Sales

4 Steps Every Organization Can Take to Improve Sales and Marketing Alignment

August 14, 2019

There’s often an unspoken tension between sales and marketing teams. On one hand, marketing might feel like sales isn’t following up with the leads they’ve generated. On the other hand, the sales team might feel like marketing isn’t handing off quality leads.

CEOs everywhere are hitting their heads against a wall.

In most cases, it’s not a marketing or sales issue—rather, it’s an alignment problem. In order to turn your sales and marketing teams into one revenue-driving machine, here are a few steps that will help you achieve true sales and marketing alignment.

Get sales and marketing on the same page

Many sales and marketing issues occur because there’s a breakdown in communication. Sales expects one thing from marketing. Marketing delivers what they think sales wants. Sales doesn’t end up using the leads/sales collateral/pitch decks that marketing is providing them. And the cycle goes on and on.

Instead of allowing this to happen, take a step back and identify the areas of confusion. The confusion often is directly related to metrics being measured (or not measured) or how target audiences are classified.

For example, it’s impossible for marketing to deliver quality leads if sales and marketing aren’t clear on what a quality lead looks like. Is a lead simply anyone who has shown interest in a product? Or is a lead someone that has a specific job title in a certain industry at a company with over 500 employees? By drilling down and being hyper-specific about who a lead is, it may be more difficult to obtain as many qualified leads, but the leads will be—at least in theory—a better fit to purchase. By keeping lead definitions higher-level, a company can generate more leads, but perhaps fewer will be truly a fit to buy.

The same applies to metrics and goals. While it makes sense for both sales and marketing to have specific goals to run towards, make sure those goals complement—not contradict—one another. It might seem great for marketing to generate a ton of demand, but if sales can’t handle the amount of leads sent their way, the overall customer experience may suffer. As such, goals should remain both attainable and manageable.

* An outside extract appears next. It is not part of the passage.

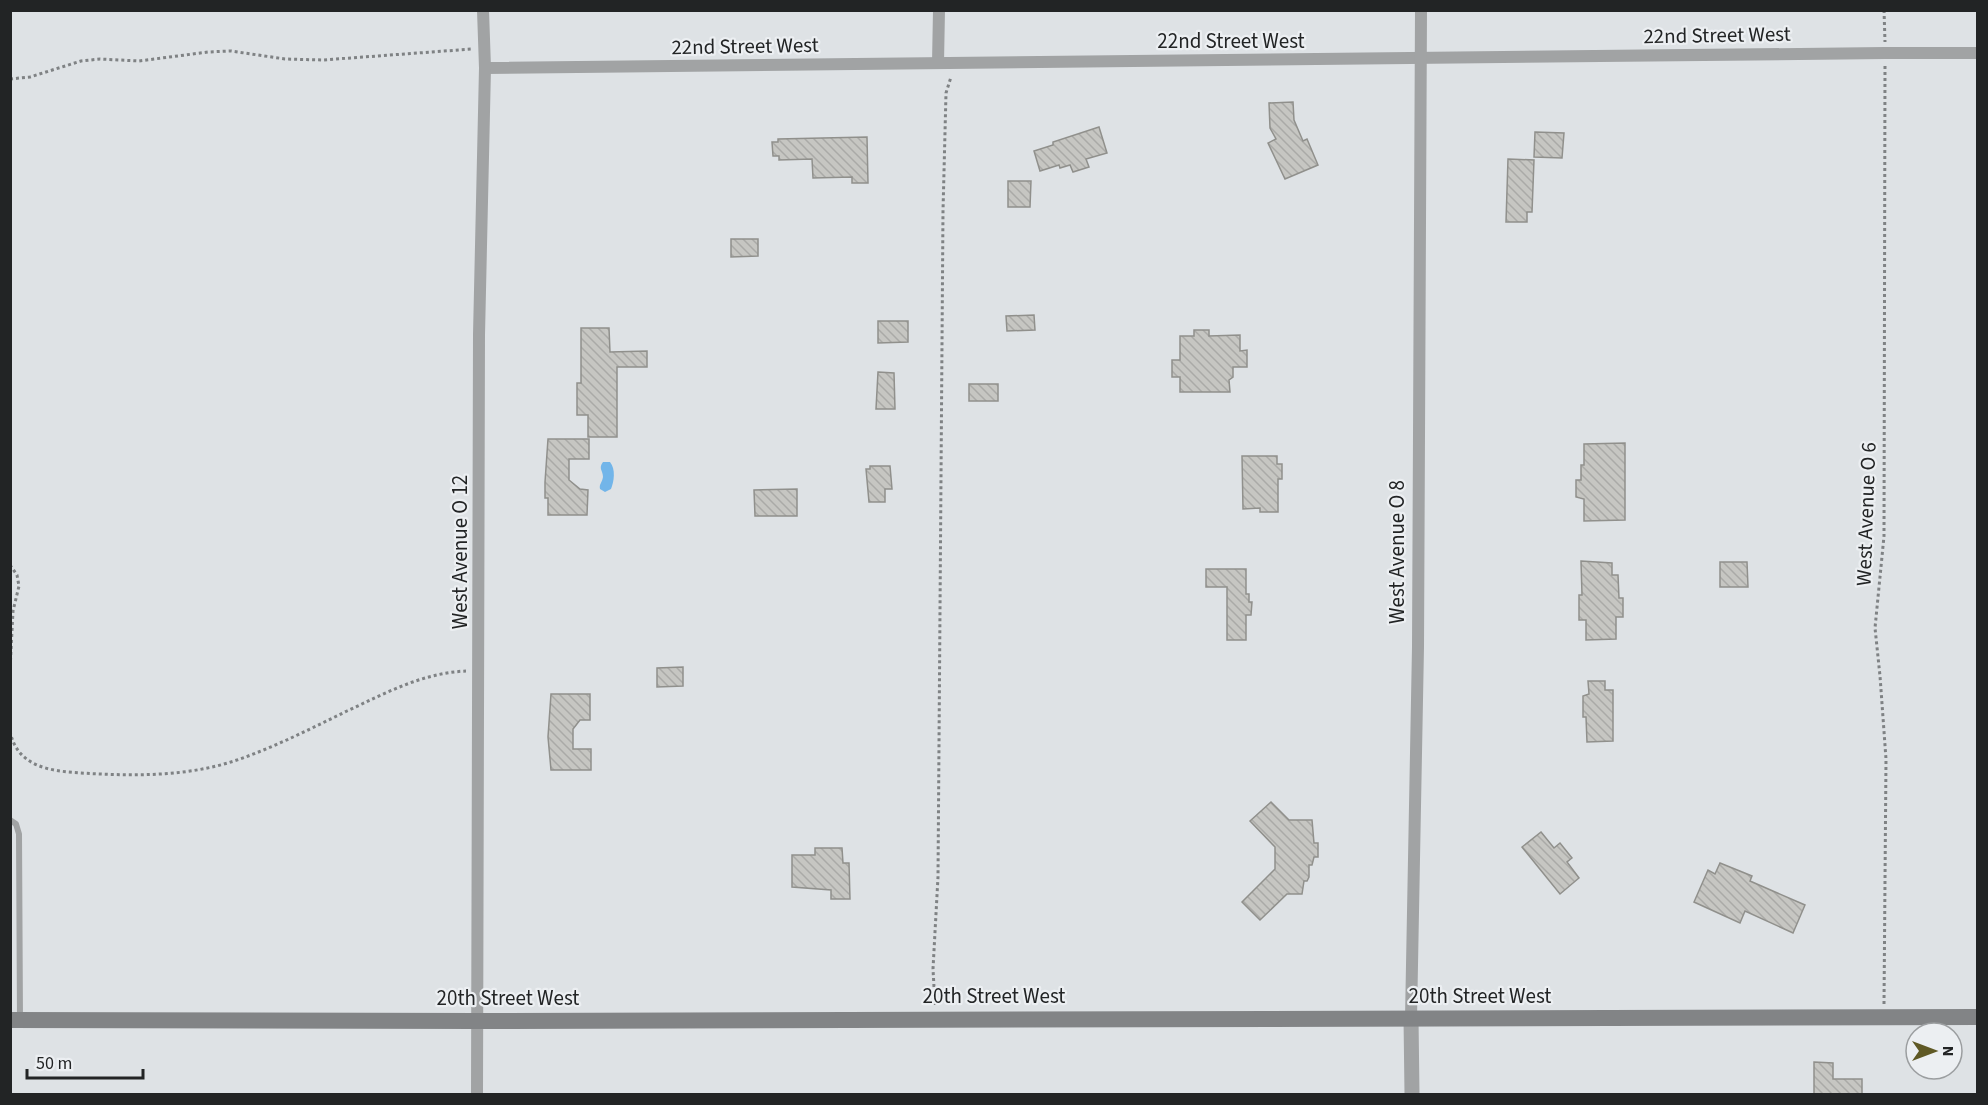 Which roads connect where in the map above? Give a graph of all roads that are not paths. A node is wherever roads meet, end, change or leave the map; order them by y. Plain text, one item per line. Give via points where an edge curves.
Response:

When in doubt, make sure you’re creating clarity around target audiences; the definitions of leads, MQLs, SQLs and opportunities; and what goals both teams are running toward.

Build empathy through understanding

Another issue that pops up between sales and marketing teams is that each team doesn’t have a clear understanding of the role the other plays. Sure, they know marketing is responsible for the brand and engaging certain audiences. But do they understand how marketing is capturing information? Why they’re capturing that information? What messaging they’re using (and why)?

The same can be said the other way around. Do marketing team members understand why leads are being followed up with at a certain time, or by a certain method (phone, email, direct mail)? Maybe certain leads aren’t being contacted at all, which could be frustrating for marketers to see. Dig deeper to understand—maybe the leads weren’t a good fit after all.

Having a deeper understanding of each department can help build empathy between the two teams. Some businesses even make marketing and sales shadow one another—a person from the marketing team sits in on a sales call or demo, or marketing brings sales in to talk through audience targeting for an upcoming campaign, for example.

Communicate and iterate

They say good communication is the key to any relationship. The relationship between marketing and sales is no different. If your marketing leaders and sales leaders aren’t already meeting regularly, you have some work to do.

Does that mean you need to talk through processes every week? Absolutely not. But it does mean that you need to find a cadence that works for your company. Make sure there is open communication between meetings, too. This is especially important if sales and marketing teams are working on different sides of the building, or even the country.

A few questions to consider for hosting meetings between marketing and sales leaders:

      • Who needs to be involved?
      • How often do we need to meet?
      • Should we put a cap on meeting time?
      • What do we need to keep a consistent pulse on?
      • How can we make the meeting more efficient?
      • How do we inform our departments of the outcomes from the meetings?

It will likely take some time to find a good rhythm. But regular communication with specific goals will fix a lot of headaches down the road.

Know how the data is flowing

This is often overlooked, but it helps tremendously to understand how customer information is getting from point A to point B. One major frustration from business leaders everywhere is attribution—is the money spent on marketing making a difference? Should we hire more salespeople? What’s influencing revenue the most?

Without reliable data, marketing can’t prove its value, and sales misses big opportunities.

To fix this issue, marketing and sales need to work together to identify the best way to use their CRM, marketing automation platform and more. Again, this relates to defining different audiences and lifecycle stages, but goes even further in that you know your role in the ecosystem. This ensures that marketing gets credit where credit is due, and that sales has all the information they need to close a deal.

Alignment is an on-going process. Embrace it.

When two teams are working across departments, across the building or across an ocean, there will be issues from time to time. But they don’t have to be permanent. Instead, work with each other, build empathy, communicate and clearly define who you’re targeting and what qualifies leads to move down the funnel, and you’ll start building trust—and revenue—between the two departments.